Recorded information:
· · ·

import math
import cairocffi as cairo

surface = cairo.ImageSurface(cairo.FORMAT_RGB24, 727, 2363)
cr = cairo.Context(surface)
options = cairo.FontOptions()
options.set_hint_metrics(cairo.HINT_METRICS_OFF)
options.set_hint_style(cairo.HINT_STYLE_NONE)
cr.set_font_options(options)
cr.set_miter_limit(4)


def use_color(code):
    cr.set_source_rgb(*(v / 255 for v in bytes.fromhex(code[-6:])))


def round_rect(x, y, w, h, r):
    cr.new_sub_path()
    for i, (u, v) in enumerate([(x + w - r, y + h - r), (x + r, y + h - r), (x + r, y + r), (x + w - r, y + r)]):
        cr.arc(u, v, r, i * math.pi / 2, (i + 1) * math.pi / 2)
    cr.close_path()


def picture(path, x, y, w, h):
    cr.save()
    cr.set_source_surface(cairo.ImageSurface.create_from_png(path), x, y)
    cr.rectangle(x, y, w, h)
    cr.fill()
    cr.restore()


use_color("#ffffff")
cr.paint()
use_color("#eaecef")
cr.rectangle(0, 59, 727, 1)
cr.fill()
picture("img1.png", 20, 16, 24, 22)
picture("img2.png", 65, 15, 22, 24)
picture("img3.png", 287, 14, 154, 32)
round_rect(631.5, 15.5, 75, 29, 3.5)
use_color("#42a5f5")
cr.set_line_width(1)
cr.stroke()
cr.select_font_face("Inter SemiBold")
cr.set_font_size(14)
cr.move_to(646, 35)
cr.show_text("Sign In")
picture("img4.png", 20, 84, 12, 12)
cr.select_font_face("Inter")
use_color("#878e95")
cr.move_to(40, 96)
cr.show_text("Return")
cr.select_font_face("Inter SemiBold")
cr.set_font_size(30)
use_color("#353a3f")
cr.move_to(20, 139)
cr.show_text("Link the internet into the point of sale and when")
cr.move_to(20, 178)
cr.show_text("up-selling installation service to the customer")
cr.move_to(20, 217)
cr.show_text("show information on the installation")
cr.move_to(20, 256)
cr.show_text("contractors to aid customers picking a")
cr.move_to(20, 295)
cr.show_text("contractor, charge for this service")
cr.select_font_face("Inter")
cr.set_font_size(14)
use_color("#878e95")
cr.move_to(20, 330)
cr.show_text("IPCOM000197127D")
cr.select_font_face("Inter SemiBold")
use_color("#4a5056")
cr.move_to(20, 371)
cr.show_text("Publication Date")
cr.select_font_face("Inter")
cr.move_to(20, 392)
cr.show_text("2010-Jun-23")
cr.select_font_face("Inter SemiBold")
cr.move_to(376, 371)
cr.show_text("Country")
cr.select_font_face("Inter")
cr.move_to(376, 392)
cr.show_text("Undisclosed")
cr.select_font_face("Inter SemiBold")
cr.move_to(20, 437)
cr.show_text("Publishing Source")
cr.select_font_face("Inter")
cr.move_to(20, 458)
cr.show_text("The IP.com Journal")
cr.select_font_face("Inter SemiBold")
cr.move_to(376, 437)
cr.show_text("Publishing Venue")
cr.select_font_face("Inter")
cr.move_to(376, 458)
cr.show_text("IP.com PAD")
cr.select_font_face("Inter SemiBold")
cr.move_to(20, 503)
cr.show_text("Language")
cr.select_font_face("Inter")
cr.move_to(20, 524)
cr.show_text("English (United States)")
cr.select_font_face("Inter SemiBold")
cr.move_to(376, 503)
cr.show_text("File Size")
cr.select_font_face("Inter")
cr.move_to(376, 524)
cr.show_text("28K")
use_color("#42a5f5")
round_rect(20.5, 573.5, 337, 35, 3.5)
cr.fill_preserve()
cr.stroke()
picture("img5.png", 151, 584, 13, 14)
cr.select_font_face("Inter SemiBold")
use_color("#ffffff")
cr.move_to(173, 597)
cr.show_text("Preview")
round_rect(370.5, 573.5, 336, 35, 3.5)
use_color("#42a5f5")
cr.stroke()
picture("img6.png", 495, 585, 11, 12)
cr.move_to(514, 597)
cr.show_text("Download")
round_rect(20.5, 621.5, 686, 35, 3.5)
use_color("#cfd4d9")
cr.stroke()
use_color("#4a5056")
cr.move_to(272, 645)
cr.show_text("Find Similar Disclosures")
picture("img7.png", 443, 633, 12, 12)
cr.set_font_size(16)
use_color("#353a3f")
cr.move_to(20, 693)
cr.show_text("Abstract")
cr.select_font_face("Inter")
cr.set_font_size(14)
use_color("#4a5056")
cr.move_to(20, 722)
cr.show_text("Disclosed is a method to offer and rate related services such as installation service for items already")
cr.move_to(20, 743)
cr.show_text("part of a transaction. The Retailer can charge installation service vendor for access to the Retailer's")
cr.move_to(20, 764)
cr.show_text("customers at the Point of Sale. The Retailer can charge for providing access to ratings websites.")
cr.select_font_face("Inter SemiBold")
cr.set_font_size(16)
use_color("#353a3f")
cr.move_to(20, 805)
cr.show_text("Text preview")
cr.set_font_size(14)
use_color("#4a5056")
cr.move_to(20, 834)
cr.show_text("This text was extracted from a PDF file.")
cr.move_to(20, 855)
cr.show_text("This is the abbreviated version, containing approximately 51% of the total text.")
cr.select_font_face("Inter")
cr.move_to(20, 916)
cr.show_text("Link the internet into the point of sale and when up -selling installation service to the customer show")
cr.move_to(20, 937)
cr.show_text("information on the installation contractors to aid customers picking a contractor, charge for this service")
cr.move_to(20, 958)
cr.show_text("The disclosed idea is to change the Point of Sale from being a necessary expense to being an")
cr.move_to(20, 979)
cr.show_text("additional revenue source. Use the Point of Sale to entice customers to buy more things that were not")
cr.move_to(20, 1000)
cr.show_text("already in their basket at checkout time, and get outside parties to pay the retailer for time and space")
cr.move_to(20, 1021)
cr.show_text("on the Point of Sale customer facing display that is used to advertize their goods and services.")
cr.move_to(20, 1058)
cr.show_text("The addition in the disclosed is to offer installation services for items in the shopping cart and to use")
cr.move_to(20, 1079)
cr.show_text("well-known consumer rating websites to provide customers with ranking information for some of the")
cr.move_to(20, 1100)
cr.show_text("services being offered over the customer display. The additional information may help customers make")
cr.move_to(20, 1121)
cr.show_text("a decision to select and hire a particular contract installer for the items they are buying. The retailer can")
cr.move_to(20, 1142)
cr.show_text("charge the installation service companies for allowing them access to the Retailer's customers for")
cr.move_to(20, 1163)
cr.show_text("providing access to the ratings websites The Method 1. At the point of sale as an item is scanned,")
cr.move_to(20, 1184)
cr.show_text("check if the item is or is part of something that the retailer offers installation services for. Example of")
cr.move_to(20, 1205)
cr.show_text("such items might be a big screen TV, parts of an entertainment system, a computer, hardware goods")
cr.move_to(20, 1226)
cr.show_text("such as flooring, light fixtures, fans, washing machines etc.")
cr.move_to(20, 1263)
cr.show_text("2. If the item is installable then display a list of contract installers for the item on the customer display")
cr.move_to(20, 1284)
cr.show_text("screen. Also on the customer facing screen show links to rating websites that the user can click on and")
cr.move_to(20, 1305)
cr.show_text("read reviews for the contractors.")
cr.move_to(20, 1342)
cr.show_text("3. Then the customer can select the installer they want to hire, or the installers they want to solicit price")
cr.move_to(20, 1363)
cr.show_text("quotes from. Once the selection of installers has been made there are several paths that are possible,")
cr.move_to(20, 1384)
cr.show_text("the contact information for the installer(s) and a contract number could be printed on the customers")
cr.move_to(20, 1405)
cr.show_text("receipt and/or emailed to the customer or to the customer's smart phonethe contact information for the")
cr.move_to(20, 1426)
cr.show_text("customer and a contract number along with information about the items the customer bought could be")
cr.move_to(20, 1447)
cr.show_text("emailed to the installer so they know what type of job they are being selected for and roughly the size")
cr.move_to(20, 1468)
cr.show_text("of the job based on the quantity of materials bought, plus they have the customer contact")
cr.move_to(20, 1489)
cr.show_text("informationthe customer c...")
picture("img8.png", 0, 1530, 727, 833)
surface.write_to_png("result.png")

· · ·

What is required: Your answer should consist solely of the lines above from the line with "cr.close_path()" to the line with "cr.restore()", both included, reproduced exactly.

Response to this exercise:
    cr.close_path()


def picture(path, x, y, w, h):
    cr.save()
    cr.set_source_surface(cairo.ImageSurface.create_from_png(path), x, y)
    cr.rectangle(x, y, w, h)
    cr.fill()
    cr.restore()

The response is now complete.